Two of the players are rather interested in the idea of a very brutal world, but the last player is a little hesitant and unsure if they’d be comfortable in a setting like that. The gamemaster decides to cut back and say that perhaps slave trading is seen as a very immoral and barbaric trend that is only used by those who tend towards a more “evil” alignment. In addition, racism is less acts of violence against other races and more general distrust and disdain.
The gamemaster explains that the adventure would start off with the players captured and are now getting ready to get sold off to a villainous kingdom as slaves. After hearing that, one of the players asks how they’re being sold off. Since the campaign takes place in a sword-and-sorcery world similar to the likes of Conan the Barbarian, the gamemaster says it would most likely be via cages and wagons. The player then suggests that perhaps they could be getting sold off by pirates via ships. The other players like that idea as it opens up several opportunities for various adventures. The gamemaster, liking the idea, decides to roll with it and decides that they’ll start out already aboard the slave ship while still en route.

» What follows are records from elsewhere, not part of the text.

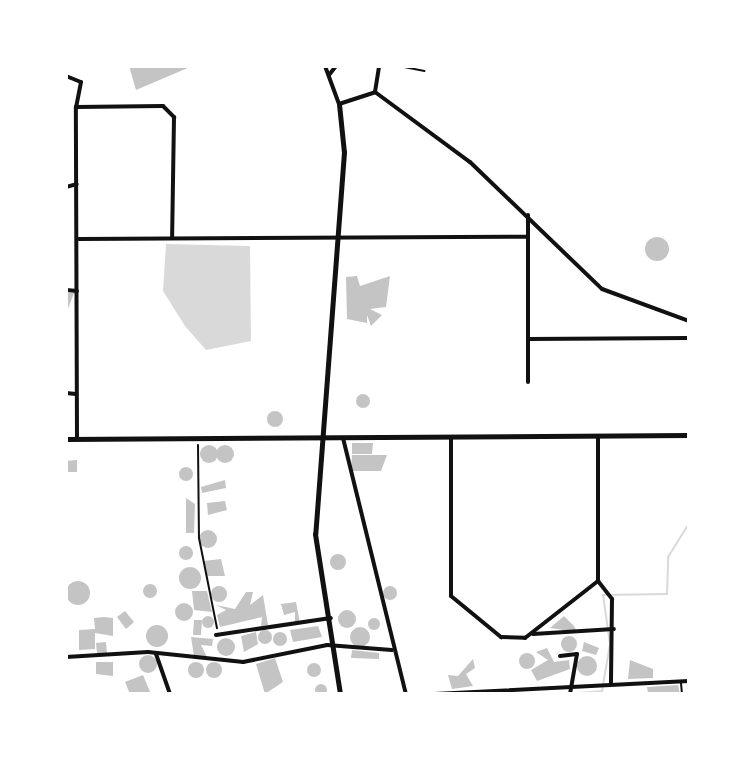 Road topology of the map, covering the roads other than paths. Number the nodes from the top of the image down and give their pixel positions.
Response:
1 (325, 66) edge
2 (336, 66) edge
3 (379, 66) edge
4 (329, 75) junction
5 (66, 76) edge
6 (375, 92) junction
7 (339, 104) junction
8 (76, 107) junction
9 (77, 184) junction
10 (66, 187) edge
11 (528, 215) junction
12 (528, 237) junction
13 (172, 238) junction
14 (336, 238) junction
15 (78, 239) junction
16 (66, 290) edge
17 (77, 291) junction
18 (689, 321) edge
19 (689, 338) edge
20 (528, 339) junction
21 (528, 382) dead end
22 (66, 393) edge
23 (76, 394) junction
24 (689, 435) edge
25 (598, 436) junction
26 (321, 438) junction
27 (343, 438) junction
28 (451, 438) junction
29 (66, 439) edge
30 (77, 439) junction
31 (598, 581) junction
32 (331, 618) junction
33 (614, 629) junction
34 (533, 634) junction
35 (216, 635) road end
36 (335, 645) junction
37 (392, 650) junction
38 (156, 654) junction
39 (560, 656) dead end
40 (66, 657) edge
41 (681, 680) junction
42 (689, 681) edge
43 (608, 684) junction
44 (569, 687) junction
45 (170, 694) edge
46 (340, 694) edge
47 (406, 694) edge
48 (434, 694) edge
49 (570, 694) edge
50 (682, 694) edge

1 - 4 street
2 - 4 street
3 - 6 street
4 - 7 street
5 - 8 street
6 - 7 street
6 - 11 street
7 - 14 street
8 - 9 street
8 - 13 street
9 - 10 street
9 - 15 street
11 - 12 street
11 - 18 street
12 - 14 street
12 - 20 street
13 - 14 street
13 - 15 street
14 - 26 street
15 - 17 street
16 - 17 street
17 - 23 street
19 - 20 street
20 - 21 street
22 - 23 street
23 - 30 street
24 - 25 street
25 - 28 street
25 - 31 street
26 - 27 street
26 - 30 street
26 - 32 street
27 - 28 street
27 - 37 street
28 - 34 street
29 - 30 street
31 - 33 street
31 - 34 street
32 - 35 street
32 - 36 street
33 - 34 street
33 - 43 street
36 - 37 street
36 - 38 street
36 - 46 street
37 - 47 street
38 - 40 street
38 - 45 street
39 - 44 street
41 - 42 street
41 - 43 street
41 - 50 lane
43 - 44 street
44 - 48 street
44 - 49 street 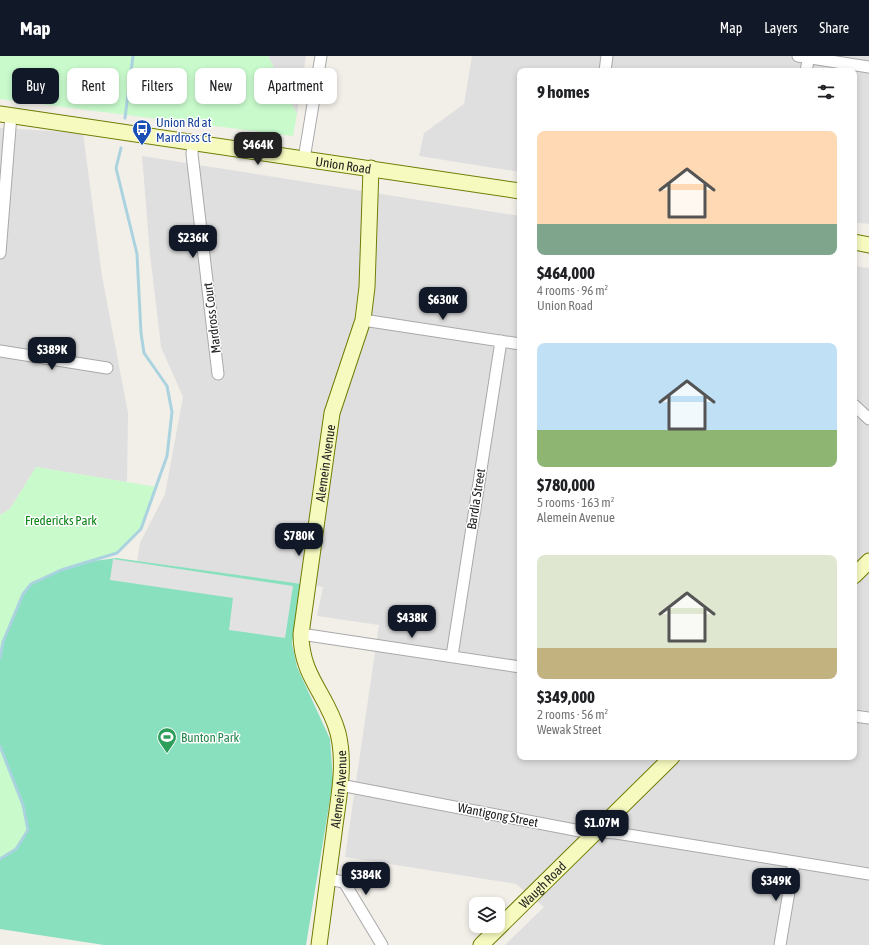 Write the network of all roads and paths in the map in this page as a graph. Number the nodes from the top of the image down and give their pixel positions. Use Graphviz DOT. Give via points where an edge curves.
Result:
graph roads {
  1 [pos="321,56"];
  2 [pos="607,56"];
  3 [pos="805,57"];
  4 [pos="869,67"];
  5 [pos="605,68"];
  6 [pos="806,68"];
  7 [pos="6,114"];
  8 [pos="193,143"];
  9 [pos="304,159"];
  10 [pos="371,168"];
  11 [pos="517,191"];
  12 [pos="857,243"];
  13 [pos="869,245"];
  14 [pos="0,253"];
  15 [pos="363,320"];
  16 [pos="501,341"];
  17 [pos="517,344"];
  18 [pos="0,351"];
  19 [pos="107,368"];
  20 [pos="218,374"];
  21 [pos="857,409"];
  22 [pos="869,419"];
  23 [pos="869,561"];
  24 [pos="857,573"];
  25 [pos="301,634"];
  26 [pos="452,656"];
  27 [pos="517,667"];
  28 [pos="857,716"];
  29 [pos="869,718"];
  30 [pos="669,760"];
  31 [pos="340,785"];
  32 [pos="597,832"];
  33 [pos="794,862"];
  34 [pos="869,874"];
  35 [pos="328,879"];
  36 [pos="319,945"];
  37 [pos="382,945"];
  38 [pos="481,945"];
  39 [pos="780,945"];
  1 -- 9 [label="street"];
  2 -- 5 [label="street"];
  3 -- 4 [label="street"];
  3 -- 6 [label="street"];
  7 -- 8 [label="main road, Union Road"];
  7 -- 14 [label="street"];
  8 -- 9 [label="main road, Union Road"];
  8 -- 20 [label="street, Mardross Court" via="192,154"];
  9 -- 10 [label="main road, Union Road"];
  10 -- 11 [label="main road, Union Road"];
  10 -- 15 [label="main road, Alemein Avenue" via="367,286"];
  12 -- 13 [label="main road"];
  15 -- 16 [label="street"];
  15 -- 25 [label="main road, Alemein Avenue" via="332,413"];
  16 -- 17 [label="street"];
  16 -- 26 [label="street, Bardia Street"];
  18 -- 19 [label="street"];
  21 -- 22 [label="street"];
  23 -- 24 [label="main road"];
  25 -- 26 [label="street"];
  25 -- 31 [label="main road, Alemein Avenue" via="301,650 306,666 338,732 341,756"];
  26 -- 27 [label="street"];
  28 -- 29 [label="street"];
  30 -- 32 [label="main road, Waugh Road"];
  31 -- 32 [label="street, Wantigong Street" via="580,831"];
  31 -- 35 [label="main road, Alemein Avenue"];
  32 -- 33 [label="street, Wantigong Street"];
  32 -- 38 [label="main road, Waugh Road"];
  33 -- 34 [label="street, Wantigong Street"];
  33 -- 39 [label="street"];
  35 -- 36 [label="main road, Alemein Avenue"];
  35 -- 37 [label="street" via="344,882"];
}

After all of that, the party begins building their characters, and the gamemaster says the players get to start at level 3. The players decide that they don’t want to have any prior knowledge of one another, however for the benefit of building the party, they decide to build their classes and share the most surface level facets of their characters. Since long rests are going to take longer than a standard campaign, the party agrees that spellcasters wouldn’t be the strongest bunch around, but maybe having one wouldn’t be too bad.
One player thinks that in a traditional sword-and-sorcery setting a barbarian or fighter would be fairly standard and a good base to form their party around. They decide to go with a barbarian due to their naturally higher hit points making them a bit more resilient which they think would be useful in a grittier and harsher setting.
The next player decides to be a warlock since they recover their spell slots on a short rest, thus giving them access to their spells more frequently even if they only have 2 spell slots. However, they decide to keep their patron and pact boon a secret from the other players. In secret with the gamemaster, the player decided to make a pact with The Celestial to grant them some extra healing.
The last player decides for some fun roleplaying bits that they’d play a monk. They figure with a barbarian and a warlock, the monk would be a fun character to juxtapose them. Not only that, but the monk restores their ki points every short rest, thus giving them resources that they can use more freely.
From there, the gamemaster speaks with each of the players in private, learning more about their backstories, asking them questions on what they character knows or where they’re from, how they got wrangled into slavery, and any connections they may have.
And there you have it! A fully functional session zero! Now, of course, there is more to it than that and you’re free to experiment as you see fit. Thank you for tuning in and may you all have a wonderful day.